Dass der Bund Aufgaben an die Kantone delegiert und die Kantone sie an die Gemeinden weiterreichen, ist ein altbekanntes Muster. Bald müssen Kantone und Gemeinden aber wegen der Unternehmenssteuerreform III zusätzlich auf Steuereinnahmen verzichten: Kann das gutgehen?

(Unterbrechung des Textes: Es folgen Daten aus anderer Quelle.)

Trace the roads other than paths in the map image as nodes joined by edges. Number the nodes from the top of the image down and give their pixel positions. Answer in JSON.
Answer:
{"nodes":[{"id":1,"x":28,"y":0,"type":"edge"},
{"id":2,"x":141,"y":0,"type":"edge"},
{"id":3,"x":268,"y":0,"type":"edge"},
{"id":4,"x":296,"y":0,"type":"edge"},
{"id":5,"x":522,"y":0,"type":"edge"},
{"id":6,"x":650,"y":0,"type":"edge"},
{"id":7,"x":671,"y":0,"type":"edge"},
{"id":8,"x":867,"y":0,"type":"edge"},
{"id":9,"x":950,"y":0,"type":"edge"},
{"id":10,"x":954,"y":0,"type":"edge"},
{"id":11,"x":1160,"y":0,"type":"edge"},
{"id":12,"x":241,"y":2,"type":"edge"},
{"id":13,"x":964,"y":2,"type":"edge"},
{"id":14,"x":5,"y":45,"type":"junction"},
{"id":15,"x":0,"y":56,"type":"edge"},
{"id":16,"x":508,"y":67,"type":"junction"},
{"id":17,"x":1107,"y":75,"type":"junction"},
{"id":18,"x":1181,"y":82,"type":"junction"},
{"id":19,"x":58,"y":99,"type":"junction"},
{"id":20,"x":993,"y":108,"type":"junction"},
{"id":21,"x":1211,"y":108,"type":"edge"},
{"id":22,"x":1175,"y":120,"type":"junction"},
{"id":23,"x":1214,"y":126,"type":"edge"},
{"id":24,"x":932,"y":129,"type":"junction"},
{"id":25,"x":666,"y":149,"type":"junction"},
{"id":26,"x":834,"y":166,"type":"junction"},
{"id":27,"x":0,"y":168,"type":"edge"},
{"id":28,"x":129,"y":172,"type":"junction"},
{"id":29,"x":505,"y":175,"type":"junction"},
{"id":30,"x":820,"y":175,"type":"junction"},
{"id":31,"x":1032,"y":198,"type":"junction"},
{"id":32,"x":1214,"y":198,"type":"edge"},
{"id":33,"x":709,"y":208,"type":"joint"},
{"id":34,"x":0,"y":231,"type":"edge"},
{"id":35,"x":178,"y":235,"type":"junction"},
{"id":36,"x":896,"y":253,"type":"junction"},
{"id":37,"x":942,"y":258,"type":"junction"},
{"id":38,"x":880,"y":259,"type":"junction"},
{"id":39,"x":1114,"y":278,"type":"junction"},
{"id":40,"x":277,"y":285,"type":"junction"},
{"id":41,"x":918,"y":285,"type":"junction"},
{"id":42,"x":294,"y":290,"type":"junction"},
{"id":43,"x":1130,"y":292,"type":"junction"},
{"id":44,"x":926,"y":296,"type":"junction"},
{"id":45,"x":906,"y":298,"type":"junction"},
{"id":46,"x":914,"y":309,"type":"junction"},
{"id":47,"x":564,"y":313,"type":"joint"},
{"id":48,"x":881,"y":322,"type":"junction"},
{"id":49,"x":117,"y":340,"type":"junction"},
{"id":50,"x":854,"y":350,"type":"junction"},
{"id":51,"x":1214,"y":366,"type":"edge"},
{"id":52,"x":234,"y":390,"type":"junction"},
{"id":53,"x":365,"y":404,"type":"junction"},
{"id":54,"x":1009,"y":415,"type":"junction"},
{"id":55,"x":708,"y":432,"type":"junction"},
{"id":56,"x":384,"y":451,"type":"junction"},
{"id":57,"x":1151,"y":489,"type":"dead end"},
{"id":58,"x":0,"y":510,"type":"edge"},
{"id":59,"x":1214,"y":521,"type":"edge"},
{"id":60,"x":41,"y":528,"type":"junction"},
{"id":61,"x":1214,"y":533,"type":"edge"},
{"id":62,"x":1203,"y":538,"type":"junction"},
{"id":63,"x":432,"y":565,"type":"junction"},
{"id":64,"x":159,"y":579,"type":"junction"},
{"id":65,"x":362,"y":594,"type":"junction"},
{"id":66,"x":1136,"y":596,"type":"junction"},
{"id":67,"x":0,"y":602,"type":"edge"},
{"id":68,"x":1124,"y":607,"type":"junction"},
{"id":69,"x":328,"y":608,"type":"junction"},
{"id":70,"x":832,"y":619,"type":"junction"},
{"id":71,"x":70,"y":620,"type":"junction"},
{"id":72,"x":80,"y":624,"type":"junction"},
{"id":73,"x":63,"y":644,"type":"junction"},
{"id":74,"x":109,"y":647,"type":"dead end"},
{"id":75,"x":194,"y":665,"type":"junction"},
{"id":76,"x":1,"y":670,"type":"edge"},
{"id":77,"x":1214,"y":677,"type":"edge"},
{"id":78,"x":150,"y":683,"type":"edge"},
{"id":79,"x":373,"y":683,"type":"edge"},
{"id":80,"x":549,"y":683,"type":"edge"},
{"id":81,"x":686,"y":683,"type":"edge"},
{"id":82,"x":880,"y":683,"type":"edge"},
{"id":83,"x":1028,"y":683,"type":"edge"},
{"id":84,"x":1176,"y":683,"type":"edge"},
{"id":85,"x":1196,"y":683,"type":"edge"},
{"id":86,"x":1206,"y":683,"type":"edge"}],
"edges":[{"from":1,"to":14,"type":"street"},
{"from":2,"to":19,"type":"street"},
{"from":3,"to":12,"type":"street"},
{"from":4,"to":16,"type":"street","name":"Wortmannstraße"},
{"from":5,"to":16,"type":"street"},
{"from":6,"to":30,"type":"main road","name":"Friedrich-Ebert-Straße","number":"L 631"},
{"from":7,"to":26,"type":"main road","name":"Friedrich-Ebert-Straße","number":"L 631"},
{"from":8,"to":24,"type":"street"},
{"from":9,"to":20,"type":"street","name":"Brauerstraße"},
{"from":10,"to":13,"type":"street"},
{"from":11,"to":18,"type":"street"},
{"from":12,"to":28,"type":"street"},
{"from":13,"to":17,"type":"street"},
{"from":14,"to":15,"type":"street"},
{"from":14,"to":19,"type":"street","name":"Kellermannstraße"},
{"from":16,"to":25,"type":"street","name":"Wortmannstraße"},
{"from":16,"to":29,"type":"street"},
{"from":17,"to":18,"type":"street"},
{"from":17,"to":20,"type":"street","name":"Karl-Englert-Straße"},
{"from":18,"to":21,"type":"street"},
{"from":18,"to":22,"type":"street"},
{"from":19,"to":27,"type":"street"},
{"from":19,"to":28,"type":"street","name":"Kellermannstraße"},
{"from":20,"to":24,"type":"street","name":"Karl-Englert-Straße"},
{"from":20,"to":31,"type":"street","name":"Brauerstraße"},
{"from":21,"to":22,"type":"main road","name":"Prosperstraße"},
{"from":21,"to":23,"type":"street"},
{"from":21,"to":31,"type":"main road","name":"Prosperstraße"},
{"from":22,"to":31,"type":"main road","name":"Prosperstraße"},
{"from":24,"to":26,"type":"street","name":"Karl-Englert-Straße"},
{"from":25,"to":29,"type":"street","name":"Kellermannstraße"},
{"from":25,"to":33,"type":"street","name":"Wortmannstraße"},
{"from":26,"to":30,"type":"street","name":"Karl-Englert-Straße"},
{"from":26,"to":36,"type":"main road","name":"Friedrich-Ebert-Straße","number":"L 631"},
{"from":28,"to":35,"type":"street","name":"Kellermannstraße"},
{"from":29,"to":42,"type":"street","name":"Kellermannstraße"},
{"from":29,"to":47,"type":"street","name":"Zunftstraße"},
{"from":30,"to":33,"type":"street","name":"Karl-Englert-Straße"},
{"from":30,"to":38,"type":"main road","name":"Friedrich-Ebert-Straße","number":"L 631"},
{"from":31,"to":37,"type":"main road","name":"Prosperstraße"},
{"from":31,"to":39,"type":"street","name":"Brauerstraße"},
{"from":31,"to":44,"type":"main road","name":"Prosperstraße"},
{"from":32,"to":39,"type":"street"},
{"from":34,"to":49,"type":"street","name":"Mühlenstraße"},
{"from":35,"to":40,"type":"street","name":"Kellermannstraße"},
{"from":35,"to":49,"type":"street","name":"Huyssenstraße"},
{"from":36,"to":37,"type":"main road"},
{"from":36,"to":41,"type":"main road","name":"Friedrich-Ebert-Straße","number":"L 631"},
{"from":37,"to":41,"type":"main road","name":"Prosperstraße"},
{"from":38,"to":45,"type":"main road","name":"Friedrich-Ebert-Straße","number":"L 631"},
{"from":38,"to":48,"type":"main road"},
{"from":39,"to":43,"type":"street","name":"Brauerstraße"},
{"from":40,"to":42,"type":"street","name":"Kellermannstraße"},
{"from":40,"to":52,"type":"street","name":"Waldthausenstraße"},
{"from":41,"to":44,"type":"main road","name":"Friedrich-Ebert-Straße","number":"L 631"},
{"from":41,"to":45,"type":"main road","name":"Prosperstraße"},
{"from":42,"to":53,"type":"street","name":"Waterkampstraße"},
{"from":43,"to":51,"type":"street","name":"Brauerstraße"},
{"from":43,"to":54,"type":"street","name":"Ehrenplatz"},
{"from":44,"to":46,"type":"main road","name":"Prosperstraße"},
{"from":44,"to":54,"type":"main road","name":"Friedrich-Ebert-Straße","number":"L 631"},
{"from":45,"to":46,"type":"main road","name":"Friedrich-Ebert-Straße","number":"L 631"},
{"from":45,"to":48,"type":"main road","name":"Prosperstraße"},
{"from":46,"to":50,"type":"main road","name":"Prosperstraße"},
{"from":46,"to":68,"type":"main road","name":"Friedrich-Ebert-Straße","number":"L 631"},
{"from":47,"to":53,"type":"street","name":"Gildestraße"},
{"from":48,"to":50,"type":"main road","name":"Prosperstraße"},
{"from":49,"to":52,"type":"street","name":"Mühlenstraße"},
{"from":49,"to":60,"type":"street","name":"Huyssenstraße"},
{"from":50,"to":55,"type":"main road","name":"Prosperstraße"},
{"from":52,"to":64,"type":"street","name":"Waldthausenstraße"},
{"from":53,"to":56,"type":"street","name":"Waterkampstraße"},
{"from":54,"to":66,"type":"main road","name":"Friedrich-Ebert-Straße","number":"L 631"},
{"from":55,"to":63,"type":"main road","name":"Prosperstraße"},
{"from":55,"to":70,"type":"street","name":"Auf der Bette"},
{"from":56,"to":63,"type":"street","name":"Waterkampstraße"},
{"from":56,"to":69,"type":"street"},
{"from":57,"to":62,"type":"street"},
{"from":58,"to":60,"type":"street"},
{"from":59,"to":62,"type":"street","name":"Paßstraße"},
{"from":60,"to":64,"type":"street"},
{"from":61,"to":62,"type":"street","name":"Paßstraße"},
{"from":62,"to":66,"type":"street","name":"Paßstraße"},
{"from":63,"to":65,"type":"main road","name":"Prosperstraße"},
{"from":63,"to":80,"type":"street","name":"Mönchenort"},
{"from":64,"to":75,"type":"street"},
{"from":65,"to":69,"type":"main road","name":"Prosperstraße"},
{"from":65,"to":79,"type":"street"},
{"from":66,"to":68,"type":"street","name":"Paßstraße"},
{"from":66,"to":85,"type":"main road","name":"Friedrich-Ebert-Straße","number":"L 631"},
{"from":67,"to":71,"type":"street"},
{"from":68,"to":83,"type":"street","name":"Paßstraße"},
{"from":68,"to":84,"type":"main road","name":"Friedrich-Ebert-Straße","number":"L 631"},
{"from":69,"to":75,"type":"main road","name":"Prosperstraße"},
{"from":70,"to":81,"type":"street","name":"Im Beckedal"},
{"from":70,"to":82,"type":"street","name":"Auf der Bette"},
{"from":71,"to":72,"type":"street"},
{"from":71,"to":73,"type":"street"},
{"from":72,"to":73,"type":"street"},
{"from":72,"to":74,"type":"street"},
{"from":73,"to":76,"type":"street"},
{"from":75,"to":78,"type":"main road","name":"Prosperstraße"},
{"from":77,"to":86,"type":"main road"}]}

Nein, das kann nicht gutgehen – denn bereits jetzt (ohne die Unternehmenssteuerreform III) sehen die finanziellen Aussichten in den Kantonen und Gemeinden nicht rosig aus. Gerade eben konnte man lesen, dass auch Gemeinden mit tiefen Steuerfüssen über Steuererhöhungen diskutieren müssen. Und die Ausgleichszahlungen des Bundes werden kaum die ganzen Einbussen abdecken. Es besteht also Handlungsbedarf. Das Hauptproblem, das wir heute bereits haben und das dannzumal noch verschärft auftreten wird, ist das stete Streben nach dem ‹schlanken› Kanton, der ‹schlanken› Gemeinde. Warum müssen die unbedingt schlank sein? Wohl vor allem, damit diejenigen öffentlichen Aufgaben und Infrastrukturen, die lukrativ sind – Teile des EWZ beispielsweise oder der Spitäler – ausgegliedert werden können. Was nicht rentiert, bleibt bei den Gemeinden. Das passt auch gut zur verbreiteten Ansicht, der Staat könne weniger gut Aufgaben lösen als die Wirtschaft, und ein Verwaltungsrat sei per se besser als die MitarbeiterInnen der Stadtverwaltung. Warum das so sein soll, sagt hingegen keiner – jedenfalls nicht vor den Wahlen.

 

Was denken Sie?

Dahinter steckt wahrscheinlich das Credo der FDP von der ‹Eigenverantwortung›. Ich habe gar nichts gegen Eigenverantwortung. Doch es gibt in der Gesellschaft eben nicht nur gut ausgebildete Junge, die für sich selber sorgen können, sondern auch ältere Menschen, Kinder, Leute mit weniger Ressourcen, und sie gehören ebenfalls zur Gemeinschaft. Hier haben wir eine ‹Anderenverantwortung›. Mich ärgert es, dass dies häufig ausgeblendet wird.

 

Wahlen 2015
Bis zu den Nationalratswahlen vom 18. Oktober stellen wir an dieser Stelle jede Woche Kandidierende vor, die dem Nationalrat noch nicht angehören. Wer zum Zug kommt und zu welchem aktuellen Thema er oder sie befragt wird, entscheidet die Redaktion. Es werden nur KandidatInnen mit intakten Wahlchancen berücksichtigt. Heute mit: Karin Rykart Sutter (Grüne, Zürich) zum Thema Finanzausgleich.